Elvis looks to win teenage fans all over again

Teenagers in the 1950s and '60s went wild over Elvis Presley, but kids in the new millennium are not so stirred by rock 'n' roll's original rebel.

"I can't try to sell somebody Elvis who doesn't know who he is ... that he's not just some guy who's been gone for 30 years," said Paul Jankowski, chief of marketing for Elvis Presley Enterprises Inc.

Forbes magazine says Elvis, one of the top grossing dead celebrities, brought in $42 million (Ђ31.9 million) over the past year. But with the aging of Presley's longtime fan base, Elvis Presley Enterprises needs a new wave of younger fans.
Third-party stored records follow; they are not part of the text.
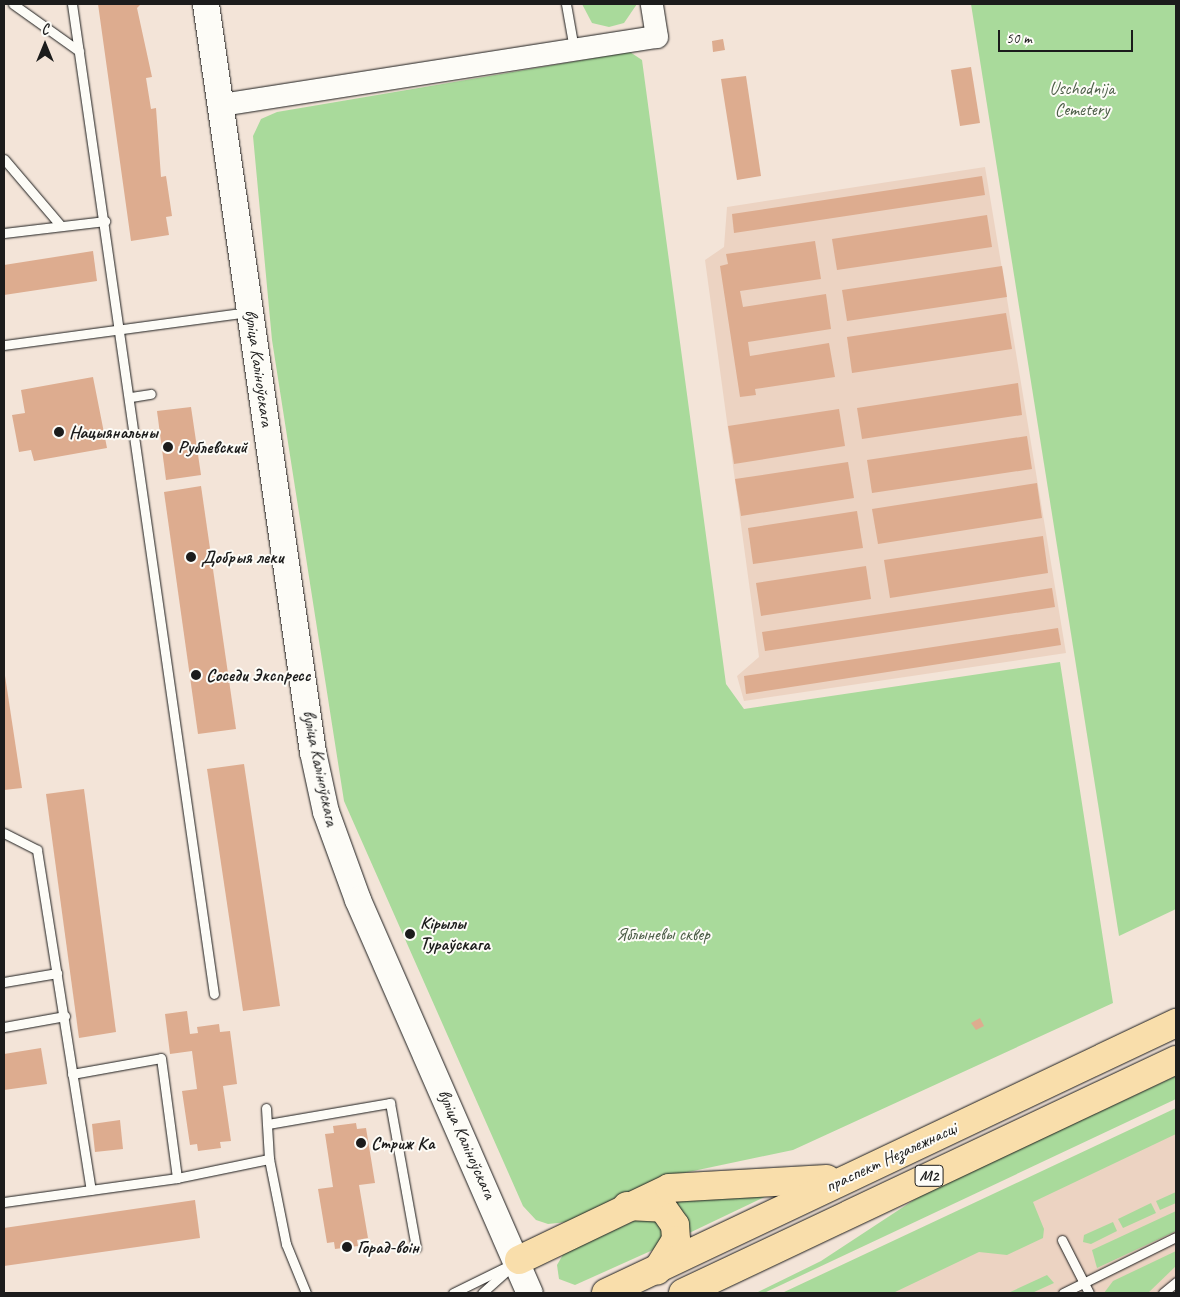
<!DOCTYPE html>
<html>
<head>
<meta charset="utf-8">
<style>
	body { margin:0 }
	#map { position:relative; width:1180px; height:1297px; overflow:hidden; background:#f3e4d8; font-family:Caveat,sans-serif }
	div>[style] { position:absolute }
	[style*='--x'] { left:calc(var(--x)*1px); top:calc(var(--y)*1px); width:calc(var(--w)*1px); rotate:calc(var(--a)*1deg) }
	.built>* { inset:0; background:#ecd3c2 }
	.green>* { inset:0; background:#a9da9b }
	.building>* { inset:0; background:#ddac8f }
	.roads { filter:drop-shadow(0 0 1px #1c1c1c) drop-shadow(0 0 1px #1c1c1c) }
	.service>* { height:9px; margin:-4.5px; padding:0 4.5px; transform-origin:4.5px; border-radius:4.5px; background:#fdfcf7 }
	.tertiary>* { height:22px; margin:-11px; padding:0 11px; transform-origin:11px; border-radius:11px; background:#fdfcf7 }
	.secondary>* { height:26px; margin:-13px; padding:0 13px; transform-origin:13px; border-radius:13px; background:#fdfcf7 }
	.primary>* { height:28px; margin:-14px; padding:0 14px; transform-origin:14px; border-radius:14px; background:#f9deab }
	.dots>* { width:14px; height:14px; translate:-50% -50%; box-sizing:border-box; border:2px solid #fdfcf7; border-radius:50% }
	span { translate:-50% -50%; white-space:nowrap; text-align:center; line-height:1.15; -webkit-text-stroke:4px #fdfcf7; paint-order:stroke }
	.shield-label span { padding:1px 4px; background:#fdfcf7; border:1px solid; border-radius:4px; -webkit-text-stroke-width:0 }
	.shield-label { font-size:16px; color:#1c1c1c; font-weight:700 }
	.park-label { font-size:18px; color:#4d5e48 }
	.street-label { font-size:18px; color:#1c1c1c }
	.poi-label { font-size:18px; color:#1c1c1c; font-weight:700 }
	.left { translate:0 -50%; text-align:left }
	.frame { position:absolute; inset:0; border:5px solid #1c1c1c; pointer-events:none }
	.north { position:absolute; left:20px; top:20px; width:50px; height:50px; -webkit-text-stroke:4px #fdfcf7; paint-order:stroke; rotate:0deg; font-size:14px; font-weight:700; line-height:20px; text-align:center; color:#1c1c1c }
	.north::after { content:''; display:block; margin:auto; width:18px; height:22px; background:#1c1c1c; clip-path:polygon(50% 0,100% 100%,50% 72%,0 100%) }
	.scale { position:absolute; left:998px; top:30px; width:135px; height:22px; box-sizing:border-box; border:2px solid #1c1c1c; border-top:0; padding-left:6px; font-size:15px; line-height:18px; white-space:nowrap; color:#1c1c1c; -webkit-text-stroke:4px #fdfcf7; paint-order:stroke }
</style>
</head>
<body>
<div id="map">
	<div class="built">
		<div style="clip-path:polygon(985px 167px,1066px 653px,744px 701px,737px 676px,759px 657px,705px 260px,724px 247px,727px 207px)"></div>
		<div style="clip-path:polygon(1176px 1121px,1176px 1293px,820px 1293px)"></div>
	</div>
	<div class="green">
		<div style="clip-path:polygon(582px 4px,637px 4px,624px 23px,609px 27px,592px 23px)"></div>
		<div style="clip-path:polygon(971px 4px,1176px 4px,1176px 909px,1119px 936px)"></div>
		<div style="clip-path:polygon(630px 52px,642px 60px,726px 684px,744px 709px,1060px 662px,1113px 1003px,793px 1150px,660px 1178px,567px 1222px,548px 1224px,536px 1220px,523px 1206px,344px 801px,272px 340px,253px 136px,261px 119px,277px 112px)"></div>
		<div style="clip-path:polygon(1176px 1076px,1176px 1099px,764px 1293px,756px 1293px,821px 1261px,923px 1194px)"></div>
		<div style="clip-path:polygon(1176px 1108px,1176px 1134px,1033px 1202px,1044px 1229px,1043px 1238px,1007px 1255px,979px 1252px,893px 1293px,782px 1293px)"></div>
		<div style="clip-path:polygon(1176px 1192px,1176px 1203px,1160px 1210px,1156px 1201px)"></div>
		<div style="clip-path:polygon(771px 1194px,685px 1235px,665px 1202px)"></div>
		<div style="clip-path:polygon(1151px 1203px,1156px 1213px,1123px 1228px,1118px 1219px)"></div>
		<div style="clip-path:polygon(1176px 1211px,1176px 1231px,1097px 1268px,1092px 1250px)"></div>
		<div style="clip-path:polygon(649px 1214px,662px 1216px,664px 1245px,575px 1285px,559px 1279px,557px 1265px,564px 1253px)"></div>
		<div style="clip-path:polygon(1113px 1222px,1117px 1231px,1091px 1244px,1083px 1242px,1084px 1235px)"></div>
		<div style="clip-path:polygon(1176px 1251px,1176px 1266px,1148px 1293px,1104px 1293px,1113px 1281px)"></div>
		<div style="clip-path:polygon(1047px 1275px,1054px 1283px,1032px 1293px,1008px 1293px)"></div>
	</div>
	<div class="building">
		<div style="clip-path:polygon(98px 4px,141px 4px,137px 8px,152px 77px,146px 78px,151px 109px,156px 108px,161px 177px,166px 176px,172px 216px,166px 217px,169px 235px,131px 241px)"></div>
		<div style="clip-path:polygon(723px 39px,725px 50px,713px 52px,712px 41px)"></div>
		<div style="clip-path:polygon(971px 67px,980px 123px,960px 126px,951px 70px)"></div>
		<div style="clip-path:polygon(746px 76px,761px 176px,737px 180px,721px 79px)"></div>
		<div style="clip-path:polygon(982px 176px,985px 195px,734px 233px,732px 214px)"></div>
		<div style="clip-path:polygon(987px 215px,992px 247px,837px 270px,832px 239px)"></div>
		<div style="clip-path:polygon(815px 241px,821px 279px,740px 291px,743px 307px,826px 294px,831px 329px,748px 342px,750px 356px,829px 343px,835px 377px,755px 389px,756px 395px,740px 397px,720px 266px,728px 264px,726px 254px)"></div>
		<div style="clip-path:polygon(93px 251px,97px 281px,4px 295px,4px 265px)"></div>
		<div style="clip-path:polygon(1002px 266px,1007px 297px,847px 321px,842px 290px)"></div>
		<div style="clip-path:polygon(1006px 313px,1012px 349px,852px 373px,847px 337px)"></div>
		<div style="clip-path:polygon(93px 377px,107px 448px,34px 461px,31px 450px,19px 452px,12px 415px,25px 413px,21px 390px)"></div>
		<div style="clip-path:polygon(1018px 383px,1022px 415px,862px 439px,857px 408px)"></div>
		<div style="clip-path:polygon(191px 407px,201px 475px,166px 480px,157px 411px)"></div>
		<div style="clip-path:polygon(839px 409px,845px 446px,734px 464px,728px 426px)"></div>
		<div style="clip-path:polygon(1027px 436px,1032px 469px,872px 493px,867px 460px)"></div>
		<div style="clip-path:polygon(848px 462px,854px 498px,741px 516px,735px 479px)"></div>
		<div style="clip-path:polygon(1037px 483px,1042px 518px,878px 544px,872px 509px)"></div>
		<div style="clip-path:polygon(201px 486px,236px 729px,198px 734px,164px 492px)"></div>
		<div style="clip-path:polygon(857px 511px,863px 548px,753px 564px,748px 528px)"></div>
		<div style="clip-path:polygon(1043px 536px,1048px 573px,890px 598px,884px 560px)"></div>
		<div style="clip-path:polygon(866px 566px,871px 599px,761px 616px,756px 583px)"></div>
		<div style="clip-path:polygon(1052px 588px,1055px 607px,765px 651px,762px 632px)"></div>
		<div style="clip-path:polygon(1058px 628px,1061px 645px,746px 694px,744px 676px)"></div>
		<div style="clip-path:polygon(4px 669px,22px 788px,4px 790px)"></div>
		<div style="clip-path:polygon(244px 764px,280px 1006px,243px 1011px,207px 769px)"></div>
		<div style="clip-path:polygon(84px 789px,116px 1032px,79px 1038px,46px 794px)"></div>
		<div style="clip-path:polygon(187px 1011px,190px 1034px,198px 1033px,197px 1027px,219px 1024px,220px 1032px,230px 1031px,237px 1084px,223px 1086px,231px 1141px,220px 1142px,221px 1148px,198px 1151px,197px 1144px,190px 1145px,182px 1091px,197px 1089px,192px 1051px,170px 1054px,165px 1014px)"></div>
		<div style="clip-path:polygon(980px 1018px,984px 1026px,976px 1030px,971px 1023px)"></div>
		<div style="clip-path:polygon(41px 1048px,47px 1084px,4px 1090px,4px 1054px)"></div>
		<div style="clip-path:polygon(120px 1120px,123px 1149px,95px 1152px,92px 1124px)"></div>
		<div style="clip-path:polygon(356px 1123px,357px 1129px,366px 1128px,375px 1183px,359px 1185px,368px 1238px,357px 1240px,358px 1246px,335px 1249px,334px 1242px,327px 1243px,318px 1189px,333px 1187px,325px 1134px,334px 1133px,333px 1126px)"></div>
		<div style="clip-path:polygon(195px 1200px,200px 1238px,4px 1266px,4px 1228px)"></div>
	</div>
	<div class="roads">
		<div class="service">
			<div style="--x:13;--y:4;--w:81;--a:35.5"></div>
			<div style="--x:72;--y:4;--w:1000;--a:81.84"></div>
			<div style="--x:566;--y:4;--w:46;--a:79.9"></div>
			<div style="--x:4;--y:159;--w:88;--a:49.6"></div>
			<div style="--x:4;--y:233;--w:102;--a:-6.8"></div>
			<div style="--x:4;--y:345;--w:246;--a:-7.7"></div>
			<div style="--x:131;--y:397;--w:20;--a:-9"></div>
			<div style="--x:4;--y:833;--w:37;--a:27"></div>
			<div style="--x:37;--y:850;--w:344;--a:81"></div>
			<div style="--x:4;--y:982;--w:54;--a:-9.6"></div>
			<div style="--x:4;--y:1027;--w:62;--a:-10.2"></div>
			<div style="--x:72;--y:1074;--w:90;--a:-10.2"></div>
			<div style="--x:161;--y:1058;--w:121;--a:82.4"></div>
			<div style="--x:266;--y:1108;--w:51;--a:86.6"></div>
			<div style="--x:269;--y:1159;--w:87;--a:78.7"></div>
			<div style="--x:286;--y:1244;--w:53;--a:67.8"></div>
			<div style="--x:268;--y:1124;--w:124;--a:-9.8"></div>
			<div style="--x:390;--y:1103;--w:147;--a:79.8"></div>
			<div style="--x:4;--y:1202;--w:175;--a:-7.9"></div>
			<div style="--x:177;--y:1178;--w:94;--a:-11.7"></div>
			<div style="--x:1062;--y:1240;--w:59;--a:63"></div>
			<div style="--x:453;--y:1293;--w:68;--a:-26.2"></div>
			<div style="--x:482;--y:1293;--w:38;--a:-42"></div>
			<div style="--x:1063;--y:1293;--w:126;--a:-26.4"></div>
			<div style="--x:1163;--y:1293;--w:17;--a:-40"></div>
		</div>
		<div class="tertiary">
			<div style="--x:222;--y:105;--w:440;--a:-8.9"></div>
			<div style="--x:657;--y:37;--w:33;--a:-99"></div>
		</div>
		<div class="secondary">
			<div style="--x:206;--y:4;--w:756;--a:81.86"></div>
			<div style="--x:313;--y:752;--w:61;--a:77.8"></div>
			<div style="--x:326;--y:812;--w:94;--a:70"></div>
			<div style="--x:358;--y:900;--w:429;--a:66.4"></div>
		</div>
		<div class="primary">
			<div style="--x:627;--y:1206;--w:36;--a:3"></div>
			<div style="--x:663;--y:1208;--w:21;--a:55"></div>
			<div style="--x:675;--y:1225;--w:15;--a:86"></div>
			<div style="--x:676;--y:1240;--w:36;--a:122"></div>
			<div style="--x:519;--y:1260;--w:166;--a:-25.6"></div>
			<div style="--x:669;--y:1188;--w:158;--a:-3.3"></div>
			<div style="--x:606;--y:1293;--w:631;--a:-25.35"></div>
			<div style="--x:683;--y:1293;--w:545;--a:-25.3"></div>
		</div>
	</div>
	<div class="dots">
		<div style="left:59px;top:432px;background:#1c1c1c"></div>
		<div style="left:168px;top:447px;background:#1c1c1c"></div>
		<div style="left:191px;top:557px;background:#1c1c1c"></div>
		<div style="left:196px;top:675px;background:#1c1c1c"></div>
		<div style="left:410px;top:934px;background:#1c1c1c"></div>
		<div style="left:361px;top:1143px;background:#1c1c1c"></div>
		<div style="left:347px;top:1247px;background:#1c1c1c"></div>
	</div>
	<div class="shield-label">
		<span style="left:929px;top:1176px">М2</span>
	</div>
	<div class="park-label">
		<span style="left:1082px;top:99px">Uschodnija<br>Cemetery</span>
		<span style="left:663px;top:934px">Яблыневы сквер</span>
	</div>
	<div class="street-label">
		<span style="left:259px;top:368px;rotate:82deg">вуліца Каліноўскага</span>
		<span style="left:320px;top:768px;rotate:78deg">вуліца Каліноўскага</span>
		<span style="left:467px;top:1144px;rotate:66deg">вуліца Каліноўскага</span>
		<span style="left:891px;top:1157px;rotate:-25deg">праспект Незалежнасці</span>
	</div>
	<div class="poi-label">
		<span class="left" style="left:69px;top:432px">Нацыянальны</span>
		<span class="left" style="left:178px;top:447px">Рублевский</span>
		<span class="left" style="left:201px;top:557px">Добрыя леки</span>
		<span class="left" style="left:206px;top:675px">Соседи Экспресс</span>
		<span class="left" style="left:420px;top:934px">Кірылы<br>Тураўскага</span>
		<span class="left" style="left:371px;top:1143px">Стриж Ка</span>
		<span class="left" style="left:357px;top:1247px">Горад-воін</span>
	</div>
	<div class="frame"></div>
	<div class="north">С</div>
	<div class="scale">50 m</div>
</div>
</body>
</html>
"Our opportunity demographic is really going to be 12 to 34 (years old), with a sweet spot around the 18-to-24 area," Jankowski said.

Next year, more film clips, photos and other material from the vast Presley archives will show up online.

"We will take our MySpace page and we will focus on expanding our number of friends on MySpace, that kind of thing," Jankowski said. "There's all kind of Elvis content on YouTube, things that we put up, things that fans put up."

MySpace lets users post photos and personal Web pages. YouTube lets users post and share videos.

The Elvis archives offer a rich source of material for "digital tactics," Jankowski said. "You know, for cell phones or doing wallpaper or doing podcasts."

But making Elvis cool again will be difficult. After all, for most kids, Elvis is the music of their parents' or grandparents' generation.

"Probably in today's world, like, he wouldn't be as cool, but back then he probably was," said Aaron O'Connell, a 17-year-old from Virginia, who was visiting souvenir shops at Presley's home, Graceland.

Presley managers are preparing for a big year, particularly for the weeklong series of concerts and other death anniversary events held each August at Graceland, which draws more than 600,000 visitors annually.

Elvis Presley Enterprises has more than 200 licensees producing souvenirs and signature products, and new ones for 2007 will have a youthful focus, like a peanut butter and banana cream candy bar from Hershey with the King's picture on the wrapper, reports AP.

A Harley-Davidson dealer, with plans to open an office at Graceland, is coming out with a limited line of 30 custom-made motorcycles just like the ones Elvis rode.

"We want to reinvigorate our core demographic and grow it," Jankowski said, "while we introduce the icon to the next generation."